Start of Data provided
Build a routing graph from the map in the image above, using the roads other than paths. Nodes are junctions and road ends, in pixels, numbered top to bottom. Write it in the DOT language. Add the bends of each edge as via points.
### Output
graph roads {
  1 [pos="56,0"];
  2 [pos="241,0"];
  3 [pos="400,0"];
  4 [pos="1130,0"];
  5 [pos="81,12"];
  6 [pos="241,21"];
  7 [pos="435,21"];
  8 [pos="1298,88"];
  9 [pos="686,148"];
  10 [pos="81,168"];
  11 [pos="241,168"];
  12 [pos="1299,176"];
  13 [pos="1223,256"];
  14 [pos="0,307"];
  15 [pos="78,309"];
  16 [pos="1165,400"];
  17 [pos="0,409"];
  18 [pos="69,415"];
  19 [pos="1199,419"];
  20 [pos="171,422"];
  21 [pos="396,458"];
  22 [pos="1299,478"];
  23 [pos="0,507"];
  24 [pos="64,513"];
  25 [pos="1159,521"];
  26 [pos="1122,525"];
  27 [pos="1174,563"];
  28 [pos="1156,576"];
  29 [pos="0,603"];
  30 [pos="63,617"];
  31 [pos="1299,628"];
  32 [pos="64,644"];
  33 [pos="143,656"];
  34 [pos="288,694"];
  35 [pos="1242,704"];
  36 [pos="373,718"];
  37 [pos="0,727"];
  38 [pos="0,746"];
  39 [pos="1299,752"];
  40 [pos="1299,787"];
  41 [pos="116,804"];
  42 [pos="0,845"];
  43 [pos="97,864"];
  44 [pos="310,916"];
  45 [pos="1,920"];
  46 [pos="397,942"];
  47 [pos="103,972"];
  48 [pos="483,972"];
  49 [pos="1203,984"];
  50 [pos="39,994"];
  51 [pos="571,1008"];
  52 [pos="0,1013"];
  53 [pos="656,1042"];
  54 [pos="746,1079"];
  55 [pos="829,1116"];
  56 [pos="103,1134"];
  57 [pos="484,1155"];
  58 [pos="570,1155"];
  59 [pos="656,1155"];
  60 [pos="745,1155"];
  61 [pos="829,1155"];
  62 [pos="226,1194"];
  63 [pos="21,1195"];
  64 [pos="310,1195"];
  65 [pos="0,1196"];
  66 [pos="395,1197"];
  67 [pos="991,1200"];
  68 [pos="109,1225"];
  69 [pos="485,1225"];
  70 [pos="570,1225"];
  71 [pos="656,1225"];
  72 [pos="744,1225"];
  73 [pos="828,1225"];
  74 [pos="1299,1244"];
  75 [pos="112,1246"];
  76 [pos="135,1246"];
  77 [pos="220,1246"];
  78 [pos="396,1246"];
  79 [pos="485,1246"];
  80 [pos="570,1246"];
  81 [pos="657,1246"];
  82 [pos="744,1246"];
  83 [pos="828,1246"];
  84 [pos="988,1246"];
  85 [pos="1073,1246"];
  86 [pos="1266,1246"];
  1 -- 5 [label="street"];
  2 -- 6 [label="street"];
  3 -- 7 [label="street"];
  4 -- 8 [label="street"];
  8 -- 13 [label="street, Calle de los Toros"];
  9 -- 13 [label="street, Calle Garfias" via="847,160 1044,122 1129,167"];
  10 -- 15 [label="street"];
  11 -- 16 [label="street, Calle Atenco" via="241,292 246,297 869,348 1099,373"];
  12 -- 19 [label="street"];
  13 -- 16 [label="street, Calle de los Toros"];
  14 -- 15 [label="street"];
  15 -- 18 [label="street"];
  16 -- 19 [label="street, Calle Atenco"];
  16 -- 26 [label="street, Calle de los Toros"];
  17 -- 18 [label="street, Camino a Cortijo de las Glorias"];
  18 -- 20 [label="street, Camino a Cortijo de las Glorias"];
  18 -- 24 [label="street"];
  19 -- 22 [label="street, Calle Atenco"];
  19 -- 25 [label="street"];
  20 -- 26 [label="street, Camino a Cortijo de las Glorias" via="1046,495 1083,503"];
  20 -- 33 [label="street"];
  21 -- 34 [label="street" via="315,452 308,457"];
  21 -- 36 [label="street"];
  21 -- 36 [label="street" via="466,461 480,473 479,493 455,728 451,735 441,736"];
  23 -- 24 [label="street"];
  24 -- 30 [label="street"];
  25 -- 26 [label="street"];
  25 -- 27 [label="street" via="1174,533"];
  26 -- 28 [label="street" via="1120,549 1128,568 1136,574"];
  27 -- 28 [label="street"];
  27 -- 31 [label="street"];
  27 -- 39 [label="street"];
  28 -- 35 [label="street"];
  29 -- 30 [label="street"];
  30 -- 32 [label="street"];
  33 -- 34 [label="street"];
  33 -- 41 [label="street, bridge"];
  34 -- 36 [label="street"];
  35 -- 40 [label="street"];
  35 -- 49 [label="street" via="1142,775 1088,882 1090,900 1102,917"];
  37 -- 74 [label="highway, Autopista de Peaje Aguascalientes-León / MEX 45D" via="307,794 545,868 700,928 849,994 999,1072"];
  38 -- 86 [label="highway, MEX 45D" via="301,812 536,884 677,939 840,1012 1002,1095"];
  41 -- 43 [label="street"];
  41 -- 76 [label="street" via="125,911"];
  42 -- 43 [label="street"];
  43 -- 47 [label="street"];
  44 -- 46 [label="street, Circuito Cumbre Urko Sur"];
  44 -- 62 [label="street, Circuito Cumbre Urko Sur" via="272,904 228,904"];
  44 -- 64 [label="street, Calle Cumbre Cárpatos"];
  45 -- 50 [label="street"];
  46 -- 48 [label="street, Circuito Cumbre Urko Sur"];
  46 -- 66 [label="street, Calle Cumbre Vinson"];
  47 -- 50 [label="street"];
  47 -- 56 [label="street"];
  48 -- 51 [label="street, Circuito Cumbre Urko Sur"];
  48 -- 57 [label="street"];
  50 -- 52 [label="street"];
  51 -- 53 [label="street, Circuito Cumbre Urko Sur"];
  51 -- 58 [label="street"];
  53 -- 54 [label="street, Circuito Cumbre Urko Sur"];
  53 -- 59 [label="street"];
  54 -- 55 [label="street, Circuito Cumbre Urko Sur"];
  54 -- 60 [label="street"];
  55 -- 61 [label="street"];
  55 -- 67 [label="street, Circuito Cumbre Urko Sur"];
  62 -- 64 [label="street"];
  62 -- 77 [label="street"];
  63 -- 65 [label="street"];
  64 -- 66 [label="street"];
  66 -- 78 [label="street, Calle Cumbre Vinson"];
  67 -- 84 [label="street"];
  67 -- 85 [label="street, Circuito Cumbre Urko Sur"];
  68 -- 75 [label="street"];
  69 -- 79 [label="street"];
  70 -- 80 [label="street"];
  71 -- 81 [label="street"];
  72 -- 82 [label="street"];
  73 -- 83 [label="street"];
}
End of Data provided
Could you return the lines in the entries above that contain "Cortijo"?

  17 -- 18 [label="street, Camino a Cortijo de las Glorias"];
  18 -- 20 [label="street, Camino a Cortijo de las Glorias"];
  20 -- 26 [label="street, Camino a Cortijo de las Glorias" via="1046,495 1083,503"];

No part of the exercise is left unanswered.